Figure 3. Model predictions.

The predicted expression profile of the DirectInt model (with Bcd and Kni self-cooperativity) is shown (blue) in comparison to the known readout (red), for all CRMs in the data set. Each expression profile is on a scale of 0 to 1 (y-axis), and shown for bins 20 (left) to 80 (right) of the embryo. Labels in green indicate CRMs where the CC is greater than 0.65.

Figure 4

Figure 4. Evaluation of short range repression (SRR) model.

(A,B) Two of the four repressors (Kr and Hb) are evaluated separately, by comparing predictions from a model where one repressor is modeled through DirectInt (“DI”) to predictions from a model where that repressor acts through SRR (“_Kr-_SRR”and “_Hb-_SRR”, in panels A and B respectively). For each model, the average correlation coefficient (CC) of the K best predictions (CRMs) of that model is shown, as a function of K. Also shown for each model is the average CC (over the same K CRMs) when the repressor is “knocked down” (e.g., “DI-_Kr−_”, “_Kr-_SRR-_Kr−_” in panel A). (C,D) The SRR model for (C) Kr and (D) Hb (with range of repression dR = 250 bp) is compared to the corresponding model at dR = 10 bp, where the repressor can only affect overlapping or adjacent sites. Semantics of the plots are as in (A–B).

Figure 5

Figure 5. Effect of evolutionary filter on binding sites used in model.

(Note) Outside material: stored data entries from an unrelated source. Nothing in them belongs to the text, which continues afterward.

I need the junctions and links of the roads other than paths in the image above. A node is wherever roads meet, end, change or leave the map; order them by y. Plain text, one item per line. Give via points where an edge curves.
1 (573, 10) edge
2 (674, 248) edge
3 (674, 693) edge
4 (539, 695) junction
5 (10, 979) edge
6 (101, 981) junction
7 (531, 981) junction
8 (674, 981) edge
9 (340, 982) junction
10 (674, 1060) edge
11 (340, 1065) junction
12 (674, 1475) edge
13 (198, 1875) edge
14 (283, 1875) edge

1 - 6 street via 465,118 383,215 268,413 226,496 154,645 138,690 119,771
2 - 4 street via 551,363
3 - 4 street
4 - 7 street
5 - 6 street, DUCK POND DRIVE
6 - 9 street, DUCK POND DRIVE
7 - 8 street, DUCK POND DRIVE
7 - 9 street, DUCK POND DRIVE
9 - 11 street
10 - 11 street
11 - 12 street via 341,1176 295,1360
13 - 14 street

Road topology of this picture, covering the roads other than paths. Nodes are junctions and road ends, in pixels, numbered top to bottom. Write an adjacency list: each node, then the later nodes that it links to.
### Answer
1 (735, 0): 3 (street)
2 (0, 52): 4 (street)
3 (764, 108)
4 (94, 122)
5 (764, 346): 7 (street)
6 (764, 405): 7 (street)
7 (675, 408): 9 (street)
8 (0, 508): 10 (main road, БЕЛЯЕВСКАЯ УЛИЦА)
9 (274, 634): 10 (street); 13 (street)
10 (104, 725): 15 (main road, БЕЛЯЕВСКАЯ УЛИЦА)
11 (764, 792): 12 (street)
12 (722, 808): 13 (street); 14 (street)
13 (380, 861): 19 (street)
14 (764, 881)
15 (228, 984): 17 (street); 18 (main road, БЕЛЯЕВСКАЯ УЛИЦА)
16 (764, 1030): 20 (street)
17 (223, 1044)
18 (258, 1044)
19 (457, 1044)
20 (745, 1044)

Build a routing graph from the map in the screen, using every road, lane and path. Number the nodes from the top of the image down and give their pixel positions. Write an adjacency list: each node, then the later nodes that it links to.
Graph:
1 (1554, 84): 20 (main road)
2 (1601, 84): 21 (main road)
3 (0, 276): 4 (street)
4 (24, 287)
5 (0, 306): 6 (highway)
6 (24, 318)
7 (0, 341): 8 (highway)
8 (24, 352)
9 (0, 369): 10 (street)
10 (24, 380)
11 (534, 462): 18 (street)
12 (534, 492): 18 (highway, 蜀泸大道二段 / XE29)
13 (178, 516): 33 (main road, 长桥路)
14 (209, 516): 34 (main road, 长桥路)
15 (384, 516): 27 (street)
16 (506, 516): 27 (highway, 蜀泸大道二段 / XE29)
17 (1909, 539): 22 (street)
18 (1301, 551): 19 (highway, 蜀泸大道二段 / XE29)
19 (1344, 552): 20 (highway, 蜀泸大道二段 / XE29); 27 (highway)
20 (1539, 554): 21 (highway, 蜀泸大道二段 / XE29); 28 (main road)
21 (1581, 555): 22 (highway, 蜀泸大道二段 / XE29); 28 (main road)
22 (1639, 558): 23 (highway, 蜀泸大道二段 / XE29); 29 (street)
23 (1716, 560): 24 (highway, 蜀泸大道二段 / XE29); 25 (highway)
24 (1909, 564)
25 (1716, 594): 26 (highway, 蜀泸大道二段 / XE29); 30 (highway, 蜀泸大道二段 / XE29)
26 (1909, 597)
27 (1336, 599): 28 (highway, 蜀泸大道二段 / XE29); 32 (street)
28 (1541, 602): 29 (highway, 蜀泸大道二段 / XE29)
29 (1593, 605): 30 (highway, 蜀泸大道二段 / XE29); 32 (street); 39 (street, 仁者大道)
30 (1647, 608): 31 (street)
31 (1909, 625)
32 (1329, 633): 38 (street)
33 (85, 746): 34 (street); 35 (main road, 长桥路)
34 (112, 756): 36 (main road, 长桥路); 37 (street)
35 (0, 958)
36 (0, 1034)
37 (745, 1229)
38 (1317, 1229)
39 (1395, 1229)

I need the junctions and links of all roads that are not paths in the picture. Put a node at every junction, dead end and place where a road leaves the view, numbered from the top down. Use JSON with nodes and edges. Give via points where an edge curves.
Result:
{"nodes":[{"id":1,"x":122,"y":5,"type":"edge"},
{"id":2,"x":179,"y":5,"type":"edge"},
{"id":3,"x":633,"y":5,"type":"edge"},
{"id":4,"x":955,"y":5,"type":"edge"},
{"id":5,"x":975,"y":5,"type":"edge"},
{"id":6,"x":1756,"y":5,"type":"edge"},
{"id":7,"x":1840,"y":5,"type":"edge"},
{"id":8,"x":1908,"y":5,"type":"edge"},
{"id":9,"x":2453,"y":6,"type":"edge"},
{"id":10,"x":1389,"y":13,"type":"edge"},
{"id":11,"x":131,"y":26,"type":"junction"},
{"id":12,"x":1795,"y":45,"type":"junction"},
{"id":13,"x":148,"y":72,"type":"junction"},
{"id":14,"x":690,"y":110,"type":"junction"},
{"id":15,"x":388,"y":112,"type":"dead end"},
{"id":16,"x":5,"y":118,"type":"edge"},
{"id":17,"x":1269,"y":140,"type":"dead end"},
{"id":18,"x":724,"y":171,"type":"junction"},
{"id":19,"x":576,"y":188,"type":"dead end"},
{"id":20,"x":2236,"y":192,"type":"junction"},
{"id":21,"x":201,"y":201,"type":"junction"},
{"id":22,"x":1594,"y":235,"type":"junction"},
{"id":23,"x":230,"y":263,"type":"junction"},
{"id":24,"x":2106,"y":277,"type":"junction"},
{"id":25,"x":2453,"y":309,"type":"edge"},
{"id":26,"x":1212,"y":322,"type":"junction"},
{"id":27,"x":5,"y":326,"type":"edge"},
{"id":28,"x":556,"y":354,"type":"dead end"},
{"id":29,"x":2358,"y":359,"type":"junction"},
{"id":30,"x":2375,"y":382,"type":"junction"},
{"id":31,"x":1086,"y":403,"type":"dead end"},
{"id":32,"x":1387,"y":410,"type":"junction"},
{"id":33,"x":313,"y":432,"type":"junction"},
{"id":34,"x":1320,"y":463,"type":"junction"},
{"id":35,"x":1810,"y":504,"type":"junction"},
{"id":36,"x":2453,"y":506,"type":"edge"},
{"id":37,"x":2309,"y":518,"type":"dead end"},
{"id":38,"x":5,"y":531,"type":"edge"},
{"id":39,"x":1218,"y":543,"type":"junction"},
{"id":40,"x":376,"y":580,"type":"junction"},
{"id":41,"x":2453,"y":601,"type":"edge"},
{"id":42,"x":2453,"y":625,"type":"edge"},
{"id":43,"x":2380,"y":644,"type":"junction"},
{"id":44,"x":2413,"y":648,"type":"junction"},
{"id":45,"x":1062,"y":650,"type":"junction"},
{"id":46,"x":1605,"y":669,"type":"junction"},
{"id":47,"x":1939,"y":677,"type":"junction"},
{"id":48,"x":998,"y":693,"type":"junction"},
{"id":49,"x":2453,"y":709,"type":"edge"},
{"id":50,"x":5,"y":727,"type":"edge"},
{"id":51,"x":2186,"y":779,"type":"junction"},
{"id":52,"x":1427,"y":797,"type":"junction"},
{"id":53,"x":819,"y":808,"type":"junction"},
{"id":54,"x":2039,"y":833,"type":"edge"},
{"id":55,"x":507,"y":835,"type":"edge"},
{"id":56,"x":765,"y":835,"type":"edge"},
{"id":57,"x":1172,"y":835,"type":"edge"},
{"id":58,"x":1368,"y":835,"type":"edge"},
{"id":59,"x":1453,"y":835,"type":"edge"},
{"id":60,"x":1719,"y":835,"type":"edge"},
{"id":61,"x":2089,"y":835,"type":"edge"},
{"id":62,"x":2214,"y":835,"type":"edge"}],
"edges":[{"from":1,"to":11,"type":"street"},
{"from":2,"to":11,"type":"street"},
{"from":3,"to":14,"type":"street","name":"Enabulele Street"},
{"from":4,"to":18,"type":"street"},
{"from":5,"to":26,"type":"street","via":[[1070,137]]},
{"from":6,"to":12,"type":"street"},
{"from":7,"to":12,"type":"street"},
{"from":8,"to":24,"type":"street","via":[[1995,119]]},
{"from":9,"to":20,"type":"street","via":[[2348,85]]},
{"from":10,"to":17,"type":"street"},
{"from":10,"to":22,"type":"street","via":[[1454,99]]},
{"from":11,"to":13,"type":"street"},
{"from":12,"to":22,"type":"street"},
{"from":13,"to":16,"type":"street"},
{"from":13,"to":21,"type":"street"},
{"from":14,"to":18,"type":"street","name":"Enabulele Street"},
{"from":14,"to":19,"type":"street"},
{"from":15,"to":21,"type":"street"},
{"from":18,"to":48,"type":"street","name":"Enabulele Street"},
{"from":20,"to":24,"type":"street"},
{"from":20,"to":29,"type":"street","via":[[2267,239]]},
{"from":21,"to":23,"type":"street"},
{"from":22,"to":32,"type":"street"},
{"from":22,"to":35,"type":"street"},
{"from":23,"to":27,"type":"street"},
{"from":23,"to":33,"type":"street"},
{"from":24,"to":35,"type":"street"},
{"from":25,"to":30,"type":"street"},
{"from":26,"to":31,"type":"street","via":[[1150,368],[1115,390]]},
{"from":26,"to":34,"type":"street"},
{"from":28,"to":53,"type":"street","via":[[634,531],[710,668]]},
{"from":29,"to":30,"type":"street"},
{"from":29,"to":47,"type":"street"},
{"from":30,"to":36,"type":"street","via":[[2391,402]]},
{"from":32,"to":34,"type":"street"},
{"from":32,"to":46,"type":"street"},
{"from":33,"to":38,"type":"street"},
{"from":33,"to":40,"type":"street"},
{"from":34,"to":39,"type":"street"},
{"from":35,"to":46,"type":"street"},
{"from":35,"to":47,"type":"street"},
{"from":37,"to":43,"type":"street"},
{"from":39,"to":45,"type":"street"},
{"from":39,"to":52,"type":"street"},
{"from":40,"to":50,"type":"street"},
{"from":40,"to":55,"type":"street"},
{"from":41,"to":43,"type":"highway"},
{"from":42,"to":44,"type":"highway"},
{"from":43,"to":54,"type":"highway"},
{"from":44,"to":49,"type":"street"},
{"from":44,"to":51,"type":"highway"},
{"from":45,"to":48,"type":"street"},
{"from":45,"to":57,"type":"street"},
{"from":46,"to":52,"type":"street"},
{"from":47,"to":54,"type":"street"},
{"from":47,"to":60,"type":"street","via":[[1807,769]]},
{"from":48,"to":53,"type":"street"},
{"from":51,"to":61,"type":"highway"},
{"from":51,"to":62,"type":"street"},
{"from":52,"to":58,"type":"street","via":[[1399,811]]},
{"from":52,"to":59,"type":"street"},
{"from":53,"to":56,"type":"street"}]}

The average CC over all 37 CRMs of the DirectInt model (without cooperative DNA-binding) is shown. The x-axis indicates the number of species in which conservation of a binding site was required for it to be included in the model's input. The red curve corresponds to the case where the conservation filter does not allow turnover, i.e., the sites used in the model must be fully conserved across all species considered. The blue curve represents a conservation filter that allows turnover, i.e., where a site may undergo lineage-specific changes. Thus for “number of species” = 6, a site used in the model may be conserved in six or fewer species, as long as the conservation is deemed significant by the procedure described in Text S1.